Here, the first CTE (Customers2023) filters customers who made purchases in 2023, while the second CTE (CustomerTotalSpend) calculates the total spending for those customers.

Recursive CTEs

A recursive CTE is a CTE that refers to itself. Recursive CTEs are useful for working with hierarchical data, such as customer referral systems or organizational structures.

  1. Recursive CTE Example: Customer Referrals

Assume we have a table that tracks customer referrals, where each customer can refer others.
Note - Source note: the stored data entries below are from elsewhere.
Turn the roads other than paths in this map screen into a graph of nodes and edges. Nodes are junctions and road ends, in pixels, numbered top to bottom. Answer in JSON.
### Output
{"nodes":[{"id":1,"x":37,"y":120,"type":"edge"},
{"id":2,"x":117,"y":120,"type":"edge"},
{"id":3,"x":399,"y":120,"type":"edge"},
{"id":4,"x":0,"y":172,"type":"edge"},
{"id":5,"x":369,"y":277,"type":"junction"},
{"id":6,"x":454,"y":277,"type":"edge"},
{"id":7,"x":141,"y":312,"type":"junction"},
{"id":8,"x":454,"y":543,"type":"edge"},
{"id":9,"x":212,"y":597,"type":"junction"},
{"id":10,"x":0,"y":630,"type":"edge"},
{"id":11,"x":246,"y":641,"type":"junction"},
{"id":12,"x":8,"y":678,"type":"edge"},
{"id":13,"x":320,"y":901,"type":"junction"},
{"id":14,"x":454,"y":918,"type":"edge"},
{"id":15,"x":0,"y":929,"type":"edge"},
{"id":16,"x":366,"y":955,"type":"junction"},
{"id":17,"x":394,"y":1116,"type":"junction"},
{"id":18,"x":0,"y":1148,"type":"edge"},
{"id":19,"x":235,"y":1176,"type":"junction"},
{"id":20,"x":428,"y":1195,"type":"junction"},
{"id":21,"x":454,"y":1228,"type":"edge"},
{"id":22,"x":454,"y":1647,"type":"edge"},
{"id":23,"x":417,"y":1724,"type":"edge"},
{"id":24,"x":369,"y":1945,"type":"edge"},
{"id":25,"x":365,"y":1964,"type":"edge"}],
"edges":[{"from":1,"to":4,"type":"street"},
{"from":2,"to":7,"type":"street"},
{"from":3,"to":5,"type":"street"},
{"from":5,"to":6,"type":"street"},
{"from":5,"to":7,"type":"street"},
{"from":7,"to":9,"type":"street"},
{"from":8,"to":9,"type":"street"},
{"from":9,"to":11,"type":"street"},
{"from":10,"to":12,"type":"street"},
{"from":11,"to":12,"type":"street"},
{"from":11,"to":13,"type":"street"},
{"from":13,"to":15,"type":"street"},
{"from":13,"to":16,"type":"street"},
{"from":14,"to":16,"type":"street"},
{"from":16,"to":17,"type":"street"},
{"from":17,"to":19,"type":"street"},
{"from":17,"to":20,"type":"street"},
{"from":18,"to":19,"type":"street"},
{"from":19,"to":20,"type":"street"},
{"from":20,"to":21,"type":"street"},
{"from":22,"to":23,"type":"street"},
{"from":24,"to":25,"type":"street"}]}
We want to find all customers referred by a specific customer (let’s say customer_id = 1), including customers referred by those they referred, and so on.

WITH RecursiveReferrals (customer_id, referred_by) AS
(
    -- Anchor member: Start with the original customer
    SELECT customer_id, referred_by
    FROM CustomerReferrals
    WHERE referred_by= 1

    UNION ALL

    -- Recursive member: Find customers referred by the customers in the anchor member
    SELECT cr.customer_id, cr.referred_by
    FROM CustomerReferrals cr
    INNER JOIN RecursiveReferrals rr ON cr.referred_by= rr.customer_id
)
SELECT customer_id
FROM RecursiveReferrals;

In this query, the CTE recursively finds all customers referred directly or indirectly by the original customer (customer_id = 1).
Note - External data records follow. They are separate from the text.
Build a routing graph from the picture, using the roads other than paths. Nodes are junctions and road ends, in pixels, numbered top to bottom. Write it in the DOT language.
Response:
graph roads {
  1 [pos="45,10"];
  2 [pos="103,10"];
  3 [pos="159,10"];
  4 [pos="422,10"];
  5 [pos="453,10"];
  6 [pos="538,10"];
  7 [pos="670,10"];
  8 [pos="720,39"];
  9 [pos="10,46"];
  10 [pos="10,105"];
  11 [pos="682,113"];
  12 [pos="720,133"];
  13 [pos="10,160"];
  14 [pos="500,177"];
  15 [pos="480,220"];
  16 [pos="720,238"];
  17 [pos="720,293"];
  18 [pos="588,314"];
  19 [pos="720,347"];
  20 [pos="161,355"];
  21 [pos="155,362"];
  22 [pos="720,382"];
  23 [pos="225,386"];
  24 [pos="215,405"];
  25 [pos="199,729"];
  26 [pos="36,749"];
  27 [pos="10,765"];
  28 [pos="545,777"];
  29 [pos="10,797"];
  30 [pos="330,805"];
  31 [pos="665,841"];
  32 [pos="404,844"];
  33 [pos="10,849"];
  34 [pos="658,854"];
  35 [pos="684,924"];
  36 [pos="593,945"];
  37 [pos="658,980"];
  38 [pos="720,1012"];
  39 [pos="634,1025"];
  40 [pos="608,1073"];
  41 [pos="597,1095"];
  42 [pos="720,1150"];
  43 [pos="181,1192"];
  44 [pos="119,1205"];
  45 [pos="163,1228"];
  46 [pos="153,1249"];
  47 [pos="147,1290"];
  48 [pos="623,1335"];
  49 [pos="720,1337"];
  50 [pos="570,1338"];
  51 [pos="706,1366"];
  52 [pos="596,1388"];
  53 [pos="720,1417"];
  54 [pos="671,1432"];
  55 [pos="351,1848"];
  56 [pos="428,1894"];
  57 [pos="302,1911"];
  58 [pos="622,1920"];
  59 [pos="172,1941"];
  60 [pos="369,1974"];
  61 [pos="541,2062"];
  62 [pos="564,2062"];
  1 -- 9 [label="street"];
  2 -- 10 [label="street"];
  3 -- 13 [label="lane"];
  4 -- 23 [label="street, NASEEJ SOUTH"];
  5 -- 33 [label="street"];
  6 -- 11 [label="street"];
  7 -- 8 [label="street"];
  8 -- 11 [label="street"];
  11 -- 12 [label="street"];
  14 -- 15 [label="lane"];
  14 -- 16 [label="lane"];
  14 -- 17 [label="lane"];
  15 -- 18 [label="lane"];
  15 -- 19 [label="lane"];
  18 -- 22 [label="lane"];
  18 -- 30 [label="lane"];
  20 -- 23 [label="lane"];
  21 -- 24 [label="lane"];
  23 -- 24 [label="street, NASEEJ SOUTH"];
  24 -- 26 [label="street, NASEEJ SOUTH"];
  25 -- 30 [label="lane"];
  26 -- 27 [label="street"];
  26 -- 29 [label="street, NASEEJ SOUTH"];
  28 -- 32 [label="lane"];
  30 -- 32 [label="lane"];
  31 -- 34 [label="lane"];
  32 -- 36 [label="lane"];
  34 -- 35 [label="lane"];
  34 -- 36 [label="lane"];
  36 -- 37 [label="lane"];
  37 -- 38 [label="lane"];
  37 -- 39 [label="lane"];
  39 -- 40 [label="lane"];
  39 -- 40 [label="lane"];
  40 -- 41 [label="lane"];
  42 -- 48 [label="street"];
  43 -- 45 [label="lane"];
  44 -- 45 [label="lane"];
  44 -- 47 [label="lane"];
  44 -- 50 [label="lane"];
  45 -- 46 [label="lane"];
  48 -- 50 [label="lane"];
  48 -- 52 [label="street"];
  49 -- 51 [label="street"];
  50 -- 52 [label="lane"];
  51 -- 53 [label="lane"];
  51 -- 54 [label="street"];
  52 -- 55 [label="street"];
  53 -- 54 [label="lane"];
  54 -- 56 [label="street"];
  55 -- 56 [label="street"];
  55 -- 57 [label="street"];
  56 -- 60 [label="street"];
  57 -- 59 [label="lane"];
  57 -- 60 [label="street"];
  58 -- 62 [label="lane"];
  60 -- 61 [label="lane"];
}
  1. Recursive CTE Example: Sales Team Hierarchy

If your customer management system tracks a sales team structure, where each salesperson reports to another, you can use a recursive CTE to explore this hierarchy.
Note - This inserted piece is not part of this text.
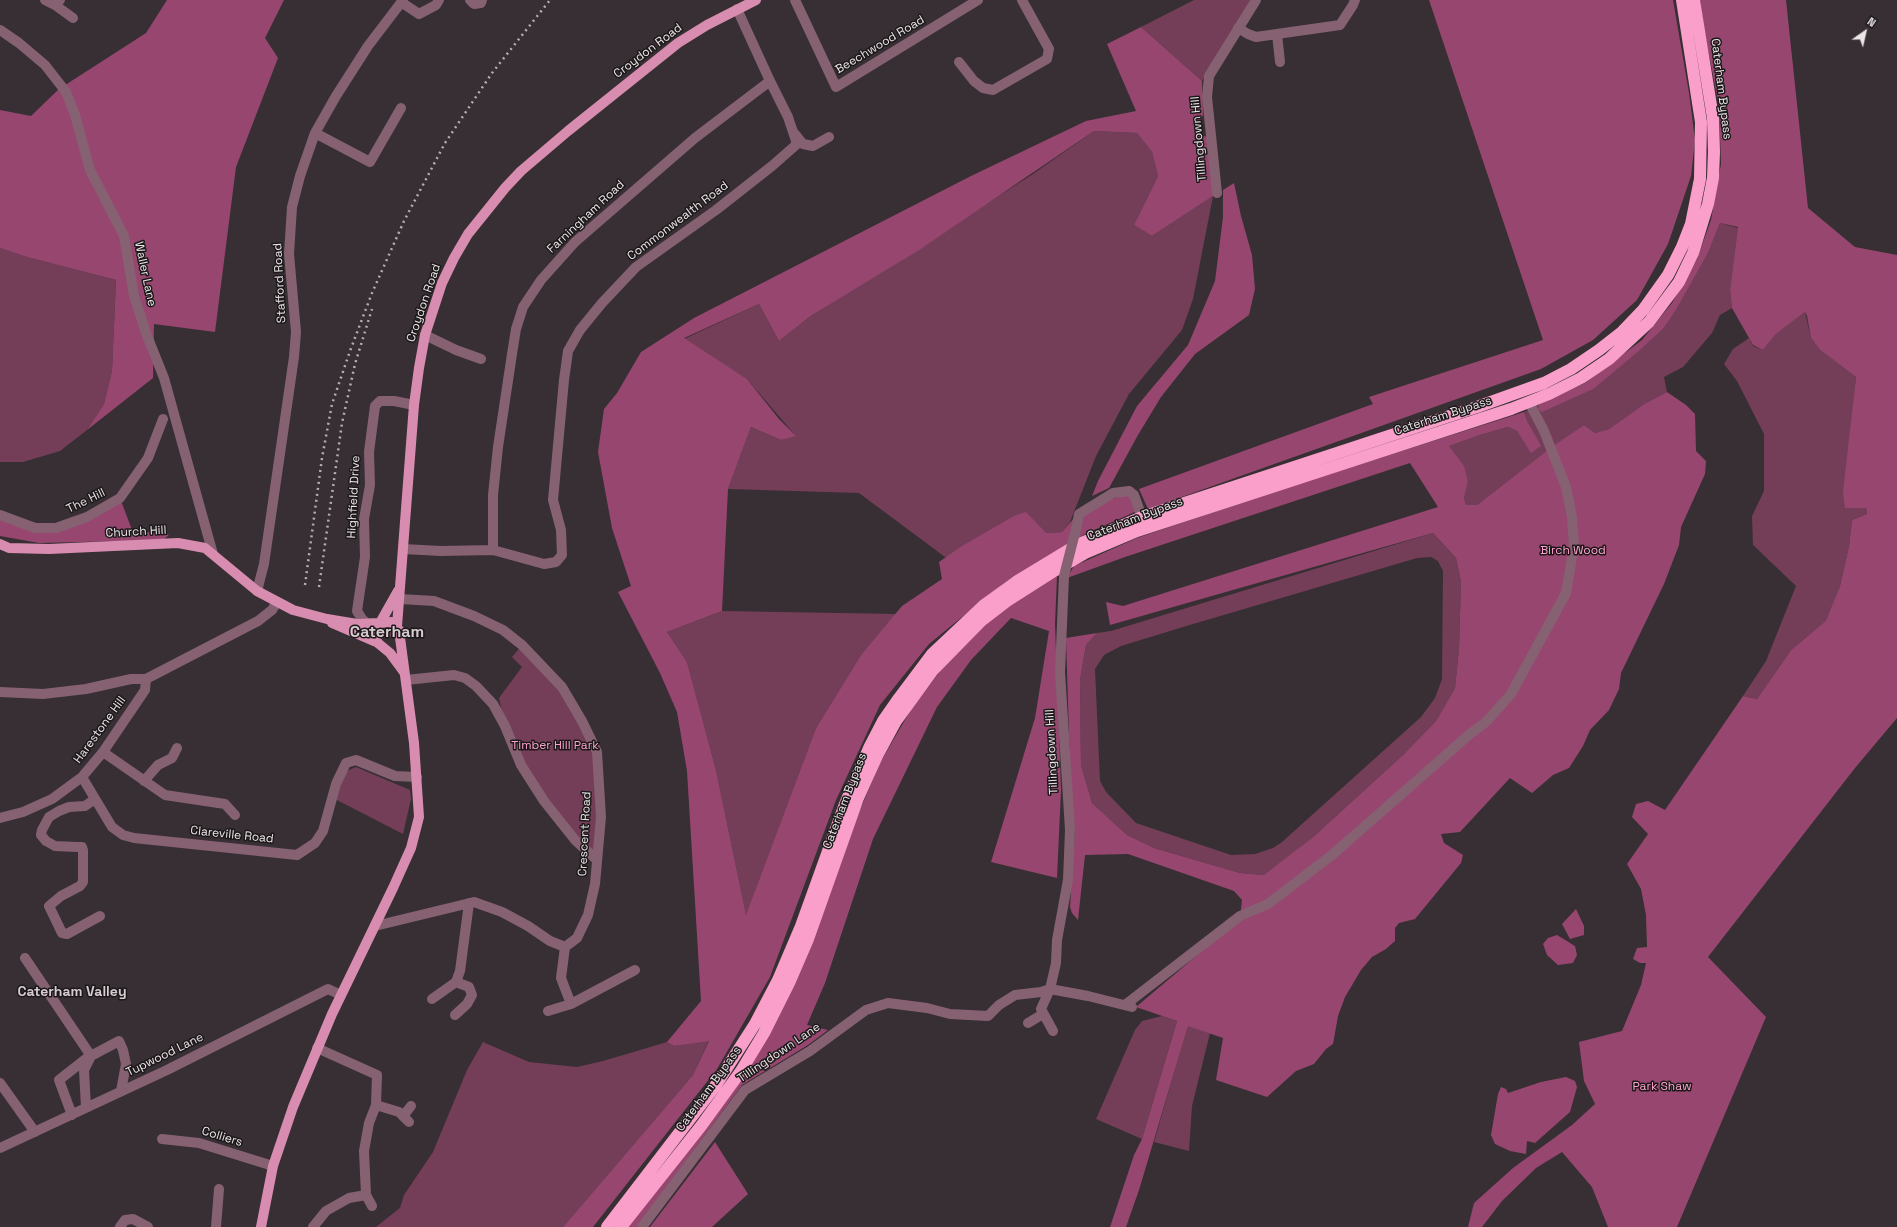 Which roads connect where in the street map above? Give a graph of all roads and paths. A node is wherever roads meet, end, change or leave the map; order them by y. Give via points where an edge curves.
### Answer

WITH SalesHierarchy (salesperson_id, manager_id, Level) AS
(
    -- Base case: Start with the top-level manager
    SELECT salesperson_id, manager_id, 0 AS Level
    FROM Sales
    WHERE manager_id IS NULL

    UNION ALL

    -- Recursive step: Find employees reporting to the current level of managers
    SELECT s.salesperson_id, s.manager_id, h.Level + 1
    FROM Sales s
    INNER JOIN SalesHierarchy h ON s.manager_id = h.salesperson_id
)
SELECT salesperson_id, manager_id, Level
FROM SalesHierarchy
ORDER BY Level;

Here, the CTE builds a hierarchy of salespersons, where each level represents the depth in the organizational chart.

Benefits of Using CTEs

  • Readability: CTEs break down complex queries into manageable parts, improving query readability.
  • Reusability: A CTE can be referenced multiple times within the same query, reducing repetition.
  • Modularity: CTEs enable a modular approach to query building, allowing you to structure your query logic step by step.
  • Simplifying Recursive Queries: Recursive CTEs are a powerful tool for dealing with hierarchical and self-referential data.

Limitations of CTEs

  • Scope: CTEs are only valid within the query in which they are defined. Once the query execution is complete, the CTE result is discarded.
  • Performance: For very large datasets, complex recursive CTEs may have performance overhead. In such cases, using indexed tables or optimizing joins might be more efficient.

Conclusion

CTEs provide a powerful way to simplify complex queries and make them more readable and maintainable. They are especially useful in customer management for calculating aggregated data, handling hierarchical structures, and constructing recursive queries. When used effectively, CTEs can significantly enhance the flexibility of your MS SQL queries, whether you're analyzing customer purchases, tracking referrals, or managing team hierarchies.

Asked in Interview

  • What is a Common Table Expression (CTE) in SQL, and why is it used?
  • What is the difference between a CTE and a derived table?
  • Can a CTE reference itself in SQL?
  • What is the difference between a CTE and a temporary table?
  • Can you update data in a table using a CTE?
  • Can a CTE contain multiple queries or multiple CTEs?
  • What is a Common Table Expression (CTE) in SQL, and how is it different from a subquery?
  • What are the advantages of using a CTE over a derived table or subquery?
  • What is a recursive CTE, and how does it work?
  • How does recursion terminate in a recursive CTE?
  • How does a CTE affect query performance compared to a subquery?